Almost too late, I managed to transport my jet-lagged body to Auburn NY to see the huge Nancy Crow show at the Schweinfurth Memorial Art Gallery three days before it closed -- definitely worth the trip. You know that I consider Nancy to be my sensei, having taken 14 weeks of workshops with her over the last seven or eight years.  I had seen many of these quilts in person one place or another, and in fact three of them I saw intimately in progress because she asked me to machine-quilt them.  (Here's Constructions 91.) But it was stunning to see everything together, and beautifully displayed, representing some of her very old work and much of her very new.

I am sorry that the museum did not permit photography, because there were some glorious quilts -- 57 in all -- that you would love to see.  Check the link above and here and here for some pictures.  And I will provide links for other quilts that I talk about later.  Please do take the extra seconds to click on those links; the quilts are wonderful and well worth your time to have a look.

The show included five of Nancy's older quilts from the days when she was using templates and commercial fabrics.  You've probably seen pictures of these quilts, which were huge and spectacular and hit the art world with a smash because they referenced the traditions of quilting but looked like nothing ever seen before.  Nancy has written about her epiphany when she realized that improvisational cutting and composition beat the hell out of templates and advance planning, but I couldn't help but notice that some of her "template" quilts were actually straying toward improvisation.  For instance, on display was a double wedding ring quilt where the curves on the rings seemed definitely freehand and one of the four main motifs was considerably smaller than the other three.

Once Nancy made the big move to improvisational design, she started her vast "Constructions" series, inspired by the construction of the timber barn that now serves as the venue for her workshops.  I found it interesting, among other things, to see how long it took for her to abandon the traditional quilt practice of the border and binding.  Bindings were the first to be abandoned.  For a couple of years she put borders on everything; later she bordered two sides; finally she let the composition occupy the whole space of the quilt.
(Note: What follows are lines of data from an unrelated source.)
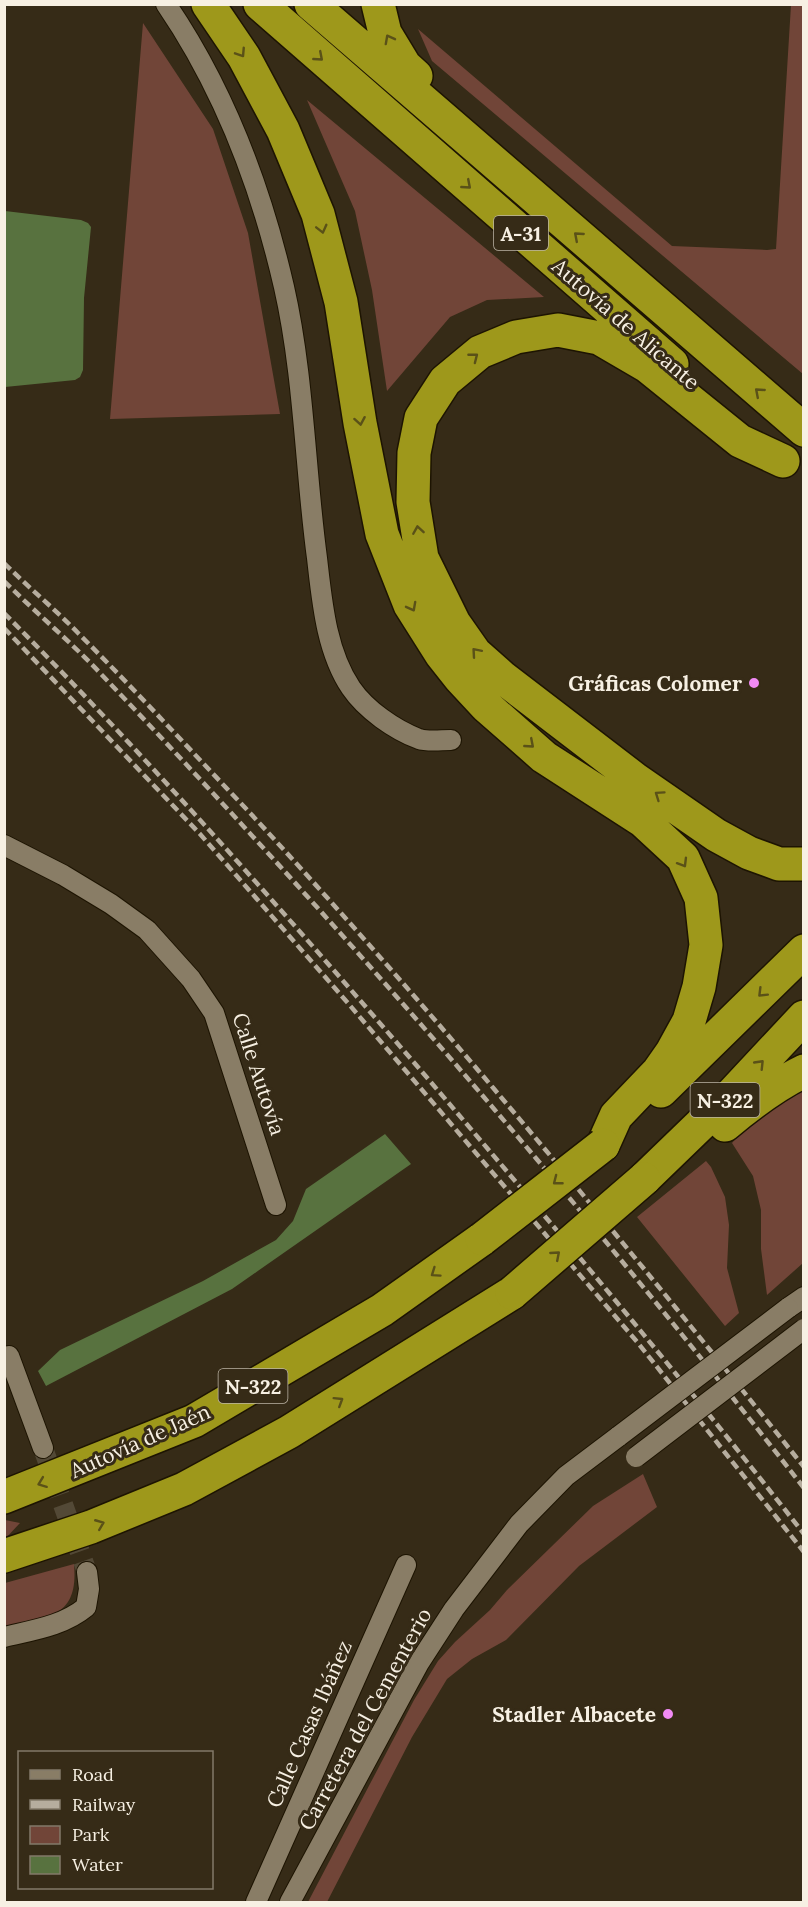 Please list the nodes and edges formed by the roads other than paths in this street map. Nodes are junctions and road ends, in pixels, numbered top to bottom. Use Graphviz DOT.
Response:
graph roads {
  1 [pos="166,4"];
  2 [pos="208,4"];
  3 [pos="260,4"];
  4 [pos="311,4"];
  5 [pos="378,4"];
  6 [pos="477,148"];
  7 [pos="804,430"];
  8 [pos="793,469"];
  9 [pos="451,740"];
  10 [pos="4,845"];
  11 [pos="804,864"];
  12 [pos="804,951"];
  13 [pos="804,1017"];
  14 [pos="804,1071"];
  15 [pos="603,1145"];
  16 [pos="644,1179"];
  17 [pos="276,1205"];
  18 [pos="796,1302"];
  19 [pos="804,1329"];
  20 [pos="7,1357"];
  21 [pos="42,1448"];
  22 [pos="636,1457"];
  23 [pos="4,1497"];
  24 [pos="4,1556"];
  25 [pos="406,1565"];
  26 [pos="87,1572"];
  27 [pos="4,1637"];
  28 [pos="256,1902"];
  29 [pos="290,1902"];
  1 -- 9 [label="street"];
  2 -- 15 [label="highway, one-way"];
  3 -- 8 [label="highway, Autovía de Alicante / A-31, one-way"];
  4 -- 6 [label="highway, Autovía de Alicante / A-31"];
  6 -- 5 [label="highway, one-way"];
  7 -- 6 [label="highway, Autovía de Alicante / A-31, one-way"];
  11 -- 8 [label="highway, one-way"];
  10 -- 17 [label="street, Calle Autovía"];
  12 -- 15 [label="highway, N-322, one-way"];
  16 -- 13 [label="highway, N-322, one-way"];
  14 -- 16 [label="highway"];
  15 -- 23 [label="highway, Autovía de Jaén / N-322, one-way, bridge"];
  24 -- 16 [label="highway, N-322, one-way, bridge"];
  18 -- 29 [label="street, Carretera del Cementerio, bridge"];
  19 -- 22 [label="street, bridge"];
  20 -- 21 [label="street"];
  25 -- 28 [label="street, Calle Casas Ibáñez"];
  26 -- 27 [label="street"];
} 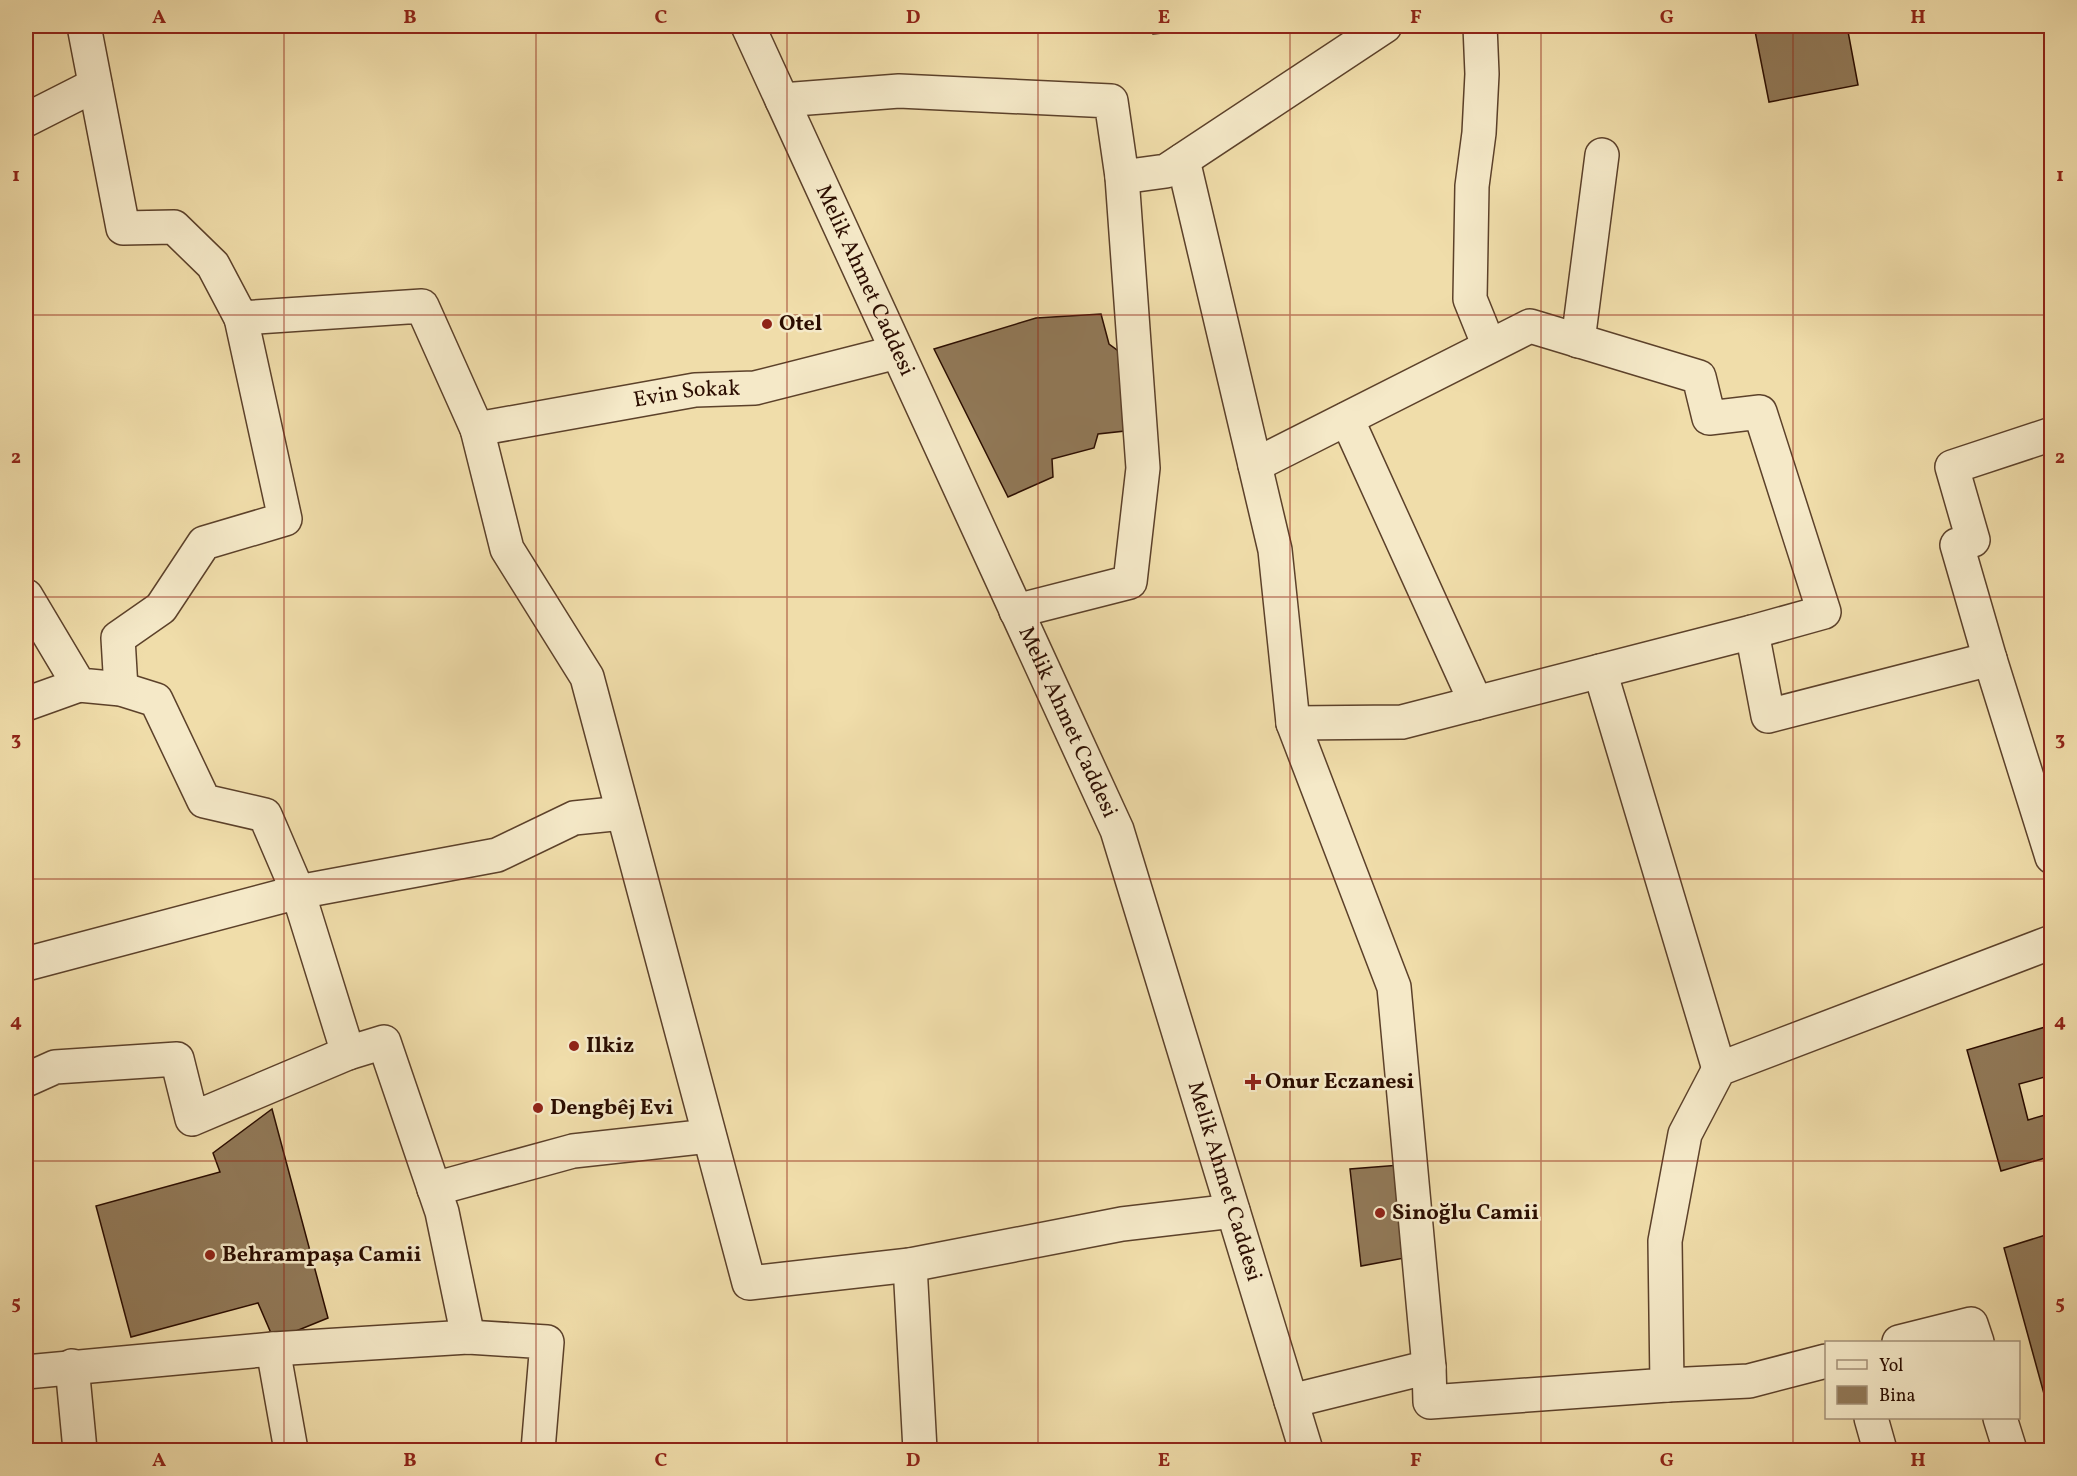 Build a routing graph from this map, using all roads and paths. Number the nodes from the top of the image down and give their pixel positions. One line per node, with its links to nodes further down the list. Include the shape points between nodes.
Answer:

Here's Constructions 17.

Perhaps my favorite quilt in the whole show is Constructions 65, a spare but complicated composition of three colors, which is obviously only one generation away from traditional quilt blocks.  Technically it's nine rail fence blocks, with blocks of horizontal stripes alternating with blocks of vertical stripes in a traditional nine-patch array.  Still has borders, but very modern borders that almost disappear because they're so well integrated into the composition.

Most recently Nancy's "Constructions" have featured mostly vertical bars, often overlaid by an X, a special shape that she drew extensively as a child.  Many of them are made in duplex format, where one horizontal composition is stacked on top of another one.  Several are in four-plex, where the composition has four separate sectors.  I am amused because those of us invited to participate in the Color Improvisations show Nancy curated were initially asked to make four-plex quilts; that request was later rescinded but not before many a quilt was made in that format.  It's a standard format that artists have used forever, and Nancy is clearly a master of it.

These pieces constitute the heart of the show, but there is also a significant presence of Nancy's whole-cloth or minimally pieced works using her own surface-designed fabrics.  A few years ago Nancy began experimenting with screen printing and monoprinting and made several quilts with these fabrics.  I think in these works she has come squarely to the same dilemma that many of the rest of us grapple with relation to surface design.  Namely, we make beautiful fabric, and then what?  Do we just turn it into a whole-cloth quilt, or does it demand something more, something to turn it from fabric into art?

I liked the quilts where Nancy cut into her screenprinted fabric and pieced it back together to give a bit more complexity.  I don't know whether she's still working in these series, although I know she continues to take the occasional workshop with surface-design artists.  Also have to give a big compliment to Sandy Ciolino, who magnificently machine-quilted one of the screenprinted quilts.

You still have till Sunday afternoon to see the show, if you're within driving distance of Auburn.  If not, eat your heart out.  Nancy Crow is the best of the best, and this show shows her work to its greatest advantage. 

3 comments:

  1. I saw the show a week ago and was very taken with the quilts using her surface designed fabric. Like you, I preferred the ones that had been cut and pieced back together. I was blown away by the body of work represented in the show. Really amazing.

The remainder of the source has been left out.